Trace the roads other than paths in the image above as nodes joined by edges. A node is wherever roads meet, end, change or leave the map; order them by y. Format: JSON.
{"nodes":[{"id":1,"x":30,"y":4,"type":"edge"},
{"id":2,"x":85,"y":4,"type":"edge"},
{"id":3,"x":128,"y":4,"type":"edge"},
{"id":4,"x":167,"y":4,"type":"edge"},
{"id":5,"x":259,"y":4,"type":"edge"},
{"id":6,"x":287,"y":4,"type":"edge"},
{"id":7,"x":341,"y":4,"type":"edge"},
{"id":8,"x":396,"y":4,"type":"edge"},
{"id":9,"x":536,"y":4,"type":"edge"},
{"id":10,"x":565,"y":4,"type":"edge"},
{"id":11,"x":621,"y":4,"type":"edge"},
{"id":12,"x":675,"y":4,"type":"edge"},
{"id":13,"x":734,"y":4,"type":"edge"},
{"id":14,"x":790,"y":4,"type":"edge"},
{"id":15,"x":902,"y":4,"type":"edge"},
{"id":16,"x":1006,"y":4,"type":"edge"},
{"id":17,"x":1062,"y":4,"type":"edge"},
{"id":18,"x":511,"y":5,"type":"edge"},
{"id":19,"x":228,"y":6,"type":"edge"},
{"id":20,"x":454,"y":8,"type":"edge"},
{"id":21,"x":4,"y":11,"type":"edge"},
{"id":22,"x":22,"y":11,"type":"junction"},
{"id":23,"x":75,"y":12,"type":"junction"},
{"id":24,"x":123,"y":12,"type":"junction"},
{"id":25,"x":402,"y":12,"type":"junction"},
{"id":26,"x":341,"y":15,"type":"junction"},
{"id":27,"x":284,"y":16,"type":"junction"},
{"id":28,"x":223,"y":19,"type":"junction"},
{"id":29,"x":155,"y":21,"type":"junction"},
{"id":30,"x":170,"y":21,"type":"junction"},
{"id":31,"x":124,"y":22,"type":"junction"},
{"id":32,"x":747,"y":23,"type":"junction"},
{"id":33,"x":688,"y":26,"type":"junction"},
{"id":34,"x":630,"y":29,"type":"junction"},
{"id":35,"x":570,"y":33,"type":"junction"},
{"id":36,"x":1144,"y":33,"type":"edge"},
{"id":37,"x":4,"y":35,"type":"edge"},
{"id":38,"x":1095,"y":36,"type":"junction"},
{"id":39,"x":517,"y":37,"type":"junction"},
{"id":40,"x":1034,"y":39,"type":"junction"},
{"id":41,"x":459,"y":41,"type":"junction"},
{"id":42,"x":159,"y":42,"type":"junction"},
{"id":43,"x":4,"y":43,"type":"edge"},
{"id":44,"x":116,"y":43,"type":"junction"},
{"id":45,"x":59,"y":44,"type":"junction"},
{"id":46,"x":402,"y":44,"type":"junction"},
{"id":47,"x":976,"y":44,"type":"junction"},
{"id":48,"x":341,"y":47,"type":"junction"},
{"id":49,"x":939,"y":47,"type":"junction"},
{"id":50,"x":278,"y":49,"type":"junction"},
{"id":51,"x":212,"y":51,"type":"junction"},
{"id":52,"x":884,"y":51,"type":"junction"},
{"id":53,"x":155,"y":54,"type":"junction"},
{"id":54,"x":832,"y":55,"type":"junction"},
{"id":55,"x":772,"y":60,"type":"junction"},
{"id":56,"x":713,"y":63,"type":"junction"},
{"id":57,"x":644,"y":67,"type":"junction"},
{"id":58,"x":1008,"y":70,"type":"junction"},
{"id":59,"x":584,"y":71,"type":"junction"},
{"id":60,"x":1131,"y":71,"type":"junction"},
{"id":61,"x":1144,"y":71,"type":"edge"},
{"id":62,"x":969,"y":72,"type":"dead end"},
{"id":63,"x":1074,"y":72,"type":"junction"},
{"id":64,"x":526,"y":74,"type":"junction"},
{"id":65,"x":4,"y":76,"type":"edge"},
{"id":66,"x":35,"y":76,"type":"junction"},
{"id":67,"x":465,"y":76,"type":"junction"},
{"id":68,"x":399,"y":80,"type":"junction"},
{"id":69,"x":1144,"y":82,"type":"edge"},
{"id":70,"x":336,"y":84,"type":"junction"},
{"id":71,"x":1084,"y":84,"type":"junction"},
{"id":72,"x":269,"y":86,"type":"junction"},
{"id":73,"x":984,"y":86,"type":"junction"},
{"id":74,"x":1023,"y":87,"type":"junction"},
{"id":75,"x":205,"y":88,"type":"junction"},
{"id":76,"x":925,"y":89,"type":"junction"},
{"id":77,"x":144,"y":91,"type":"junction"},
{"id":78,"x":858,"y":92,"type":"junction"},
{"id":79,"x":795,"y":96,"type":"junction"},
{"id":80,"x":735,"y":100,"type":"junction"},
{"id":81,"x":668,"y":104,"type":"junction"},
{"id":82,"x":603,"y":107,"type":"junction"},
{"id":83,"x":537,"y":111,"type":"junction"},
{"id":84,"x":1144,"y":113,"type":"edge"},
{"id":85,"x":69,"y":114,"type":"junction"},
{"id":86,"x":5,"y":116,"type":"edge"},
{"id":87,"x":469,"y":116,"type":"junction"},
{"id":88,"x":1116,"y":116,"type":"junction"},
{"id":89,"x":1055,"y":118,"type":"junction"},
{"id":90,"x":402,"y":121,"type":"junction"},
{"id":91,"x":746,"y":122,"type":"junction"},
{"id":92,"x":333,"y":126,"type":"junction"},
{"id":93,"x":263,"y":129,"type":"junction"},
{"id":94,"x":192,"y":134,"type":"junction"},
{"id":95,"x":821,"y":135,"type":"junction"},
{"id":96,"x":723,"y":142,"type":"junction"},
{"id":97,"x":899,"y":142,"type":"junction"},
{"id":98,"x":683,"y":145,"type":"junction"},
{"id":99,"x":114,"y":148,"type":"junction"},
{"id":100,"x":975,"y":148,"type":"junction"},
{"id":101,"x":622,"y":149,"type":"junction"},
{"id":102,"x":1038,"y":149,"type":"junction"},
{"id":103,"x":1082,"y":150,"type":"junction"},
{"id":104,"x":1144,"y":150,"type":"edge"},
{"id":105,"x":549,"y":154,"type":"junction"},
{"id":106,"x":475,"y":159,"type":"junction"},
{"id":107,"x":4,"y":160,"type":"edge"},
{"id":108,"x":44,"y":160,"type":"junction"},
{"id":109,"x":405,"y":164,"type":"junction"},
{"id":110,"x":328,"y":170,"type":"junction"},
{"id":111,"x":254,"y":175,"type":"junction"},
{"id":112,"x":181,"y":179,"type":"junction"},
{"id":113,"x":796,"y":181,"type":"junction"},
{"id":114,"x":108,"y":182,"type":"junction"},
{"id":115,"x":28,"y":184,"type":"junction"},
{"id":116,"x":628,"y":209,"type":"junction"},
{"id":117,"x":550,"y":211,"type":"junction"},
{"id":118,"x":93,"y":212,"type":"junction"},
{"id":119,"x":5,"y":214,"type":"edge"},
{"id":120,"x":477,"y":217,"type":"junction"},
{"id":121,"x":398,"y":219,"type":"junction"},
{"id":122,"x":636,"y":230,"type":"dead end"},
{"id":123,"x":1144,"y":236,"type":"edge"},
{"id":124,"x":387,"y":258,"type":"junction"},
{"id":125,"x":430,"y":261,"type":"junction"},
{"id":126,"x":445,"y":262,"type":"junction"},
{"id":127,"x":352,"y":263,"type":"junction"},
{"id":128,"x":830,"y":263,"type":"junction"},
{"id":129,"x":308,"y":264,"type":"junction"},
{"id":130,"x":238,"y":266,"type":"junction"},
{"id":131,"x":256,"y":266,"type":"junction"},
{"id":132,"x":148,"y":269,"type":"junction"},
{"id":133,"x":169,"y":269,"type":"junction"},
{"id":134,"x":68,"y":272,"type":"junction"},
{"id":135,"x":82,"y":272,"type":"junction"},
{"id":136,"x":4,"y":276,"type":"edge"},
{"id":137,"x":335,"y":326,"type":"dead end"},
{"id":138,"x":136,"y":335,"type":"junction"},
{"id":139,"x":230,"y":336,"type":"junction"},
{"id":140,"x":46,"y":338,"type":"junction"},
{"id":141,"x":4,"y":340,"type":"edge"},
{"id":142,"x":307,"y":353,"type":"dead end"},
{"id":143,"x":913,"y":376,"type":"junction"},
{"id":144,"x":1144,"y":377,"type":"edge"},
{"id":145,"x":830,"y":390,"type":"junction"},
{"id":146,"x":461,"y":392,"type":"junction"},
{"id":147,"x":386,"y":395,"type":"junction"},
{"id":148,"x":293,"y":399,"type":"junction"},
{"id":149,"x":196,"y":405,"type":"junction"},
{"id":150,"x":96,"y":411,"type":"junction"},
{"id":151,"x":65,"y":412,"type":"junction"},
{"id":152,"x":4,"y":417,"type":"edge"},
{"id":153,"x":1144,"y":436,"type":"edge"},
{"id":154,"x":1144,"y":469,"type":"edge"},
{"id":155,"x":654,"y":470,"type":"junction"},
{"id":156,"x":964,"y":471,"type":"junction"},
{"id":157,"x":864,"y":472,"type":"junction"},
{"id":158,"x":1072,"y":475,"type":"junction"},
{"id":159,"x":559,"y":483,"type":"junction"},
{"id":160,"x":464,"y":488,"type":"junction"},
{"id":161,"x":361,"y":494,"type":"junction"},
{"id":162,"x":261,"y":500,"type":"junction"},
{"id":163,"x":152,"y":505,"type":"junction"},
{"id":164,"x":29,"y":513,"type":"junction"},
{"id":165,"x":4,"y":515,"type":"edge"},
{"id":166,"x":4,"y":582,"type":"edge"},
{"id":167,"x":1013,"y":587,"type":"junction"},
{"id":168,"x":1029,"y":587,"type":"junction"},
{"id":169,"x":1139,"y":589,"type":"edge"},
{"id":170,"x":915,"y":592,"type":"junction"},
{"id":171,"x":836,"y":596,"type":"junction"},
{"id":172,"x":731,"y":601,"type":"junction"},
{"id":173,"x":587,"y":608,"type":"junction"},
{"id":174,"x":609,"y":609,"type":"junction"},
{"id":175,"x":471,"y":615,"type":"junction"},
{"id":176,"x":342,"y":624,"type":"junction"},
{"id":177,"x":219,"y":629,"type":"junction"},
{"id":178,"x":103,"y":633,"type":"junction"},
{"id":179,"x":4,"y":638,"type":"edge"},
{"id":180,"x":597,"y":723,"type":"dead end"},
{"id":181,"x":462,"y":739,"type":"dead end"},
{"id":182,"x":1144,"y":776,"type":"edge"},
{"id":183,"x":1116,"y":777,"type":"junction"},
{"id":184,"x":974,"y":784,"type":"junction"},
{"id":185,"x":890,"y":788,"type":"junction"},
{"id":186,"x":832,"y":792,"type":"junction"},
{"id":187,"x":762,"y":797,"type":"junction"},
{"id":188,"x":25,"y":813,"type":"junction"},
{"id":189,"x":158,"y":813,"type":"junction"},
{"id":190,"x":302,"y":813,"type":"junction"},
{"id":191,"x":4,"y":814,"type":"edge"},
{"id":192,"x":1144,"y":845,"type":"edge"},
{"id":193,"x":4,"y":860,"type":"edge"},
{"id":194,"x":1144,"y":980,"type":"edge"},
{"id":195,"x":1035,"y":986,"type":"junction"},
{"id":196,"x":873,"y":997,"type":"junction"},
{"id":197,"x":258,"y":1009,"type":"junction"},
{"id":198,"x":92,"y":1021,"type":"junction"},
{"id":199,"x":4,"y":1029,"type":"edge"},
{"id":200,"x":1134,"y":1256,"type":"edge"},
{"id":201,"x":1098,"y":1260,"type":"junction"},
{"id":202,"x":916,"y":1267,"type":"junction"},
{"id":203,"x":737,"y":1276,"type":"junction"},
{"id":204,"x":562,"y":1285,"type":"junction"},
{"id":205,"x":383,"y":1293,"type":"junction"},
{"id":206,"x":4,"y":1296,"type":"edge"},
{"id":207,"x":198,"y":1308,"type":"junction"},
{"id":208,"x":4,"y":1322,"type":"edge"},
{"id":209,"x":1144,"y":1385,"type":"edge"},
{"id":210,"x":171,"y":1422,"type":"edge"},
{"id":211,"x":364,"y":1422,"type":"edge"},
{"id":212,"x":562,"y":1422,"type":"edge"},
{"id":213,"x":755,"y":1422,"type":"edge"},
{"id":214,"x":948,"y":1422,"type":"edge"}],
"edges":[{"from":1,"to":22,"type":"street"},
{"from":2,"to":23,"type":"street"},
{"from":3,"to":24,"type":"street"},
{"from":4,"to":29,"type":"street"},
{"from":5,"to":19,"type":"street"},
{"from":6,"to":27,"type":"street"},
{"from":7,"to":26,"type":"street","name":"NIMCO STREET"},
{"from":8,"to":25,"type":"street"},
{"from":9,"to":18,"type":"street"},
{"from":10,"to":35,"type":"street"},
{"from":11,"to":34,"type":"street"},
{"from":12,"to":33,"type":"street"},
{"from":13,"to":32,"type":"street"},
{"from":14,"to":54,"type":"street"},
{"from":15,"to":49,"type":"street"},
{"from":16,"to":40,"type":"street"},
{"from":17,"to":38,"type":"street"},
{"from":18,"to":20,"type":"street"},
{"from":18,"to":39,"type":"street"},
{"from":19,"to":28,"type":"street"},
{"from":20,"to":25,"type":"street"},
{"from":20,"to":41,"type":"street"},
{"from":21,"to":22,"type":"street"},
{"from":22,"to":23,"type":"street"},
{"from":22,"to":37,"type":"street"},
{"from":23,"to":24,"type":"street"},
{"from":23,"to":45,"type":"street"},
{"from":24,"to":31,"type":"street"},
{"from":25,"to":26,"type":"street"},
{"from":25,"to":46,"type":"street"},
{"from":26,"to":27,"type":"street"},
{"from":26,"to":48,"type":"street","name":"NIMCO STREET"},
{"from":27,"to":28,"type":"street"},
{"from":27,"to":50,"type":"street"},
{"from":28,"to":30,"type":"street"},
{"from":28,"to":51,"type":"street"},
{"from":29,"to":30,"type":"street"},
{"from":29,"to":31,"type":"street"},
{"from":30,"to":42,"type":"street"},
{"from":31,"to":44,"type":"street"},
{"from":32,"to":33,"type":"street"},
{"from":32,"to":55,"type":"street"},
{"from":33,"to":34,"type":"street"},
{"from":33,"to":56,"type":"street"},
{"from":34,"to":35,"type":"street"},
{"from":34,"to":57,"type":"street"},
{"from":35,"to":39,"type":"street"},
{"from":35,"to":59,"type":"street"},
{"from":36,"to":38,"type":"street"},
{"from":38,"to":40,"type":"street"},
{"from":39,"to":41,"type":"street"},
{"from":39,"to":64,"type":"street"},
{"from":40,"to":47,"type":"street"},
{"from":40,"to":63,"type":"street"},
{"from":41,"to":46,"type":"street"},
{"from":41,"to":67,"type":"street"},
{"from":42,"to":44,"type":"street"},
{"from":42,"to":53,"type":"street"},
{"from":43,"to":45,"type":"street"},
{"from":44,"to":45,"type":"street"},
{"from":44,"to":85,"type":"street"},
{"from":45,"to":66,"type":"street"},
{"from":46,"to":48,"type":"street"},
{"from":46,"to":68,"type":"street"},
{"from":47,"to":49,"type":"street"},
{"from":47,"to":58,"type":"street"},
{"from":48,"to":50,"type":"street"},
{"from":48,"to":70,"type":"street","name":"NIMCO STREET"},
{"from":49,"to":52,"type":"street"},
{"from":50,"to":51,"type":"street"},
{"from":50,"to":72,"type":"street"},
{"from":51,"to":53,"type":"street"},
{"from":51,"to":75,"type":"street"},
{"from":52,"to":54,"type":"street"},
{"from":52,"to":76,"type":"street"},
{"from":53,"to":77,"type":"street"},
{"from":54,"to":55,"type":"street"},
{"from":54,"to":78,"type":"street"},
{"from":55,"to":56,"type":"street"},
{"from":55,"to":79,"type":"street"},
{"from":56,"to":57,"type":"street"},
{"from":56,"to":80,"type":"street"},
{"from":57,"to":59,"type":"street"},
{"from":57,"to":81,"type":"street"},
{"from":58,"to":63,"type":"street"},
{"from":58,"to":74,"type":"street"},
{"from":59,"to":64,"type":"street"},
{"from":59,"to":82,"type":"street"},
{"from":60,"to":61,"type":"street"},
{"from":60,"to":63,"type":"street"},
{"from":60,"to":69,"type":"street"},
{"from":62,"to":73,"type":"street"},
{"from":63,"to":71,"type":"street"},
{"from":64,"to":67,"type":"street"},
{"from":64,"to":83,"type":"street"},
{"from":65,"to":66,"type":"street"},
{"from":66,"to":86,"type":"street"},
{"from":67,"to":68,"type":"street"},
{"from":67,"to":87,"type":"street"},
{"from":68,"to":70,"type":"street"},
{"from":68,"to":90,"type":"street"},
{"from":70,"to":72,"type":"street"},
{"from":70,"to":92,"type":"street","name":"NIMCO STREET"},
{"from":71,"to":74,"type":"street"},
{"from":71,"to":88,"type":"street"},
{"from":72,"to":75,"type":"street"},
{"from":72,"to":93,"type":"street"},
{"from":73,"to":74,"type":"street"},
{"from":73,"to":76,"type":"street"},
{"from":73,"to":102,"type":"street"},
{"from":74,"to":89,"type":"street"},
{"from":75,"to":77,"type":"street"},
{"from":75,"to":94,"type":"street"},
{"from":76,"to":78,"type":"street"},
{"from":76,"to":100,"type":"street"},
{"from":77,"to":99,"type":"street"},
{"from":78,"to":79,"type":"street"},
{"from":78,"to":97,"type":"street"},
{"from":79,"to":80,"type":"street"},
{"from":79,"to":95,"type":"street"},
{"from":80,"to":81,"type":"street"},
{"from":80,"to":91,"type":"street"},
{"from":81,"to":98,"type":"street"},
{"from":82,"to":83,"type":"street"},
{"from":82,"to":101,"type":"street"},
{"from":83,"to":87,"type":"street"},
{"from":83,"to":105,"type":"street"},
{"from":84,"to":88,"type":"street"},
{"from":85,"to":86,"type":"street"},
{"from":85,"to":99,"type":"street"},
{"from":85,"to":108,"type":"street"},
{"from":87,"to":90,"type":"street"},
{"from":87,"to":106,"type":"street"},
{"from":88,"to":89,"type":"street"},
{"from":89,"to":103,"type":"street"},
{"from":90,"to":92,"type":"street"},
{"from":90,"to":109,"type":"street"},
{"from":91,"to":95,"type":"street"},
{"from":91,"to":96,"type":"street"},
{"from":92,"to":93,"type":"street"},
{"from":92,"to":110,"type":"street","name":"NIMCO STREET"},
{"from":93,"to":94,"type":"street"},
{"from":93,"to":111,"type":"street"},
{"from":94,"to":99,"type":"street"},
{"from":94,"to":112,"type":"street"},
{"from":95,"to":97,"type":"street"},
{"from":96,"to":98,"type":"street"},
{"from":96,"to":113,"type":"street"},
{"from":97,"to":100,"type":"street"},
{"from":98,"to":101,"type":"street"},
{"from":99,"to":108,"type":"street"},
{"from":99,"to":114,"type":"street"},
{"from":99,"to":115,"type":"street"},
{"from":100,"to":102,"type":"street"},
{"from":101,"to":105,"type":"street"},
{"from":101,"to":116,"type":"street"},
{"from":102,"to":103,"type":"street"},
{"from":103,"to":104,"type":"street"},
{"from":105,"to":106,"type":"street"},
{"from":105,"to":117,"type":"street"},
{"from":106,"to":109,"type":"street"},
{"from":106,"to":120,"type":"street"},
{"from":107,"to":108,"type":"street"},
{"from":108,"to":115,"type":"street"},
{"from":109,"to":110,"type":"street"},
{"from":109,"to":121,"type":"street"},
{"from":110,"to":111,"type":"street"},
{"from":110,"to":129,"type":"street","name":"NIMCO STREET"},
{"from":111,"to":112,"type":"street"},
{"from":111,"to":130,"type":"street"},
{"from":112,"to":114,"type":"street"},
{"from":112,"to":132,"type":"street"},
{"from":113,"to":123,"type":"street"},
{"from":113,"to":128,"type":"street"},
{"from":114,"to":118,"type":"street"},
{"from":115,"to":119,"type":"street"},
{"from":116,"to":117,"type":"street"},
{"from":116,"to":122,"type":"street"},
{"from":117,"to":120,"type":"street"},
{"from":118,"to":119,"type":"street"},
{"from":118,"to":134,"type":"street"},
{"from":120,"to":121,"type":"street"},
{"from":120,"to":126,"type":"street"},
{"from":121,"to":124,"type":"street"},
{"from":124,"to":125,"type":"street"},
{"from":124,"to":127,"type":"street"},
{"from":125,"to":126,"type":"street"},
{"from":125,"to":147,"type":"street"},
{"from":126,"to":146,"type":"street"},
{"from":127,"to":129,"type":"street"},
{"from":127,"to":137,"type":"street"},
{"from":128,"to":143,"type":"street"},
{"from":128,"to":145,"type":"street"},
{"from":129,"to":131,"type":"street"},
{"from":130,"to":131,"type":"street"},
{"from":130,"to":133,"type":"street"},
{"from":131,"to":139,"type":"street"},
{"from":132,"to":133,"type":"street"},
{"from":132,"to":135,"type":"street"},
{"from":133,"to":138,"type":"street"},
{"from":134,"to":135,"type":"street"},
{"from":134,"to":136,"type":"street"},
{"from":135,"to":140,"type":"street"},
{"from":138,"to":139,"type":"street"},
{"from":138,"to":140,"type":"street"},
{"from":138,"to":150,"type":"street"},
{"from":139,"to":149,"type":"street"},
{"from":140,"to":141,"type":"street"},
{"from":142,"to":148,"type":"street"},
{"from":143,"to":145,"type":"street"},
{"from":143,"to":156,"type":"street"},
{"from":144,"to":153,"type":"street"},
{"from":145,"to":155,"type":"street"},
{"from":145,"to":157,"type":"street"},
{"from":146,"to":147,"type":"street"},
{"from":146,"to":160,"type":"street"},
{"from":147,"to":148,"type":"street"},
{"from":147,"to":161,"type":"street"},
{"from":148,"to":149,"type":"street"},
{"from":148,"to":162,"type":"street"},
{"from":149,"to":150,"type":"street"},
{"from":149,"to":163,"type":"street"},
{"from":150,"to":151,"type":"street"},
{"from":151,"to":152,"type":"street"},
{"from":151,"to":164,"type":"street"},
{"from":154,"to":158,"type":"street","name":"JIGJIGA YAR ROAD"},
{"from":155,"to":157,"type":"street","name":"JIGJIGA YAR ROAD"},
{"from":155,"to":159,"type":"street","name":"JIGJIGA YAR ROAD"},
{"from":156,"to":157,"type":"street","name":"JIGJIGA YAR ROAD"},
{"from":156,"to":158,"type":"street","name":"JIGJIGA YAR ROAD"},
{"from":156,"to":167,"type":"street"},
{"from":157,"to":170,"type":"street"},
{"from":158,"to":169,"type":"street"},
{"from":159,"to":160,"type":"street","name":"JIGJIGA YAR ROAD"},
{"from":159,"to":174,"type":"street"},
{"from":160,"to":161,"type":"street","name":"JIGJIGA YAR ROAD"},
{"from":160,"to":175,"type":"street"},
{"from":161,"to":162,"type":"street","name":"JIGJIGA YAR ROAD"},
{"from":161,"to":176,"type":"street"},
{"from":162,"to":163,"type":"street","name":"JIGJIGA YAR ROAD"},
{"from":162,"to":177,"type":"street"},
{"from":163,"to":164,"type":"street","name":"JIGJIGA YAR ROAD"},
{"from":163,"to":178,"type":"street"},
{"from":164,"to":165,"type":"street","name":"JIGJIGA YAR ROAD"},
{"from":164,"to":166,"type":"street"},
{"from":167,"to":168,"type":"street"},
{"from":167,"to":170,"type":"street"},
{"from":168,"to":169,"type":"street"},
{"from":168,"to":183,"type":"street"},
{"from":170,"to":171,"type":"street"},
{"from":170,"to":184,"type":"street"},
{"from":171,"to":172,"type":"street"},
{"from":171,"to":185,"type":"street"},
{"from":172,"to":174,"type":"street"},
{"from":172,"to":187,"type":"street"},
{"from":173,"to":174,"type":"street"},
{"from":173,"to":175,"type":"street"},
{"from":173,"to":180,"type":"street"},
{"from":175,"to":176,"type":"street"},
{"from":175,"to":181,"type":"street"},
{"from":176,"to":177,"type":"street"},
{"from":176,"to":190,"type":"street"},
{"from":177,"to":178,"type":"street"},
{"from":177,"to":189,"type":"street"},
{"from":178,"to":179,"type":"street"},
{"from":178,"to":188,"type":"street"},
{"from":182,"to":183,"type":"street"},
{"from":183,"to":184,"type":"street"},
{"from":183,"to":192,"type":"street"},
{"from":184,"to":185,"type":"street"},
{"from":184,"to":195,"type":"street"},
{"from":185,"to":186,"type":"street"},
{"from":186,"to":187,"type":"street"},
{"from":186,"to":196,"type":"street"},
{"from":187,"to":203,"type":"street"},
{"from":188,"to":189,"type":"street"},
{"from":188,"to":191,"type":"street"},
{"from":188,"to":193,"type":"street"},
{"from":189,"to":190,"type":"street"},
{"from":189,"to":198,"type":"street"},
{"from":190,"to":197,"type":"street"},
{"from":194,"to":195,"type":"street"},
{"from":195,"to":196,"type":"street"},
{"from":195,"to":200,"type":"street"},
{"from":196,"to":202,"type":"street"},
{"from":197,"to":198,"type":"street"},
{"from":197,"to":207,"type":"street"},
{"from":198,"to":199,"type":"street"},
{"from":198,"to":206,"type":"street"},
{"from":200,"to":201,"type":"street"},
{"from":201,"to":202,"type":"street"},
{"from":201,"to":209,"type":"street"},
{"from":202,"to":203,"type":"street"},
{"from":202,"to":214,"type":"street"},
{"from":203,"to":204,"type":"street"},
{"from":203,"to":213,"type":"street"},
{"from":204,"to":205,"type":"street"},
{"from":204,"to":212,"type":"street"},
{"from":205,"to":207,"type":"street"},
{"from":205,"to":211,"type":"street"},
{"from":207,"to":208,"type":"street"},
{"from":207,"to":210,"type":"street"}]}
--*--
EXERCISE DESCRIPTION>
Lines holding the string "nodes": find them in the listing above and copy each one.

EXERCISE RESULT>
Trace the roads other than paths in the image above as nodes joined by edges. A node is wherever roads meet, end, change or leave the map; order them by y. Format: JSON.
{"nodes":[{"id":1,"x":30,"y":4,"type":"edge"},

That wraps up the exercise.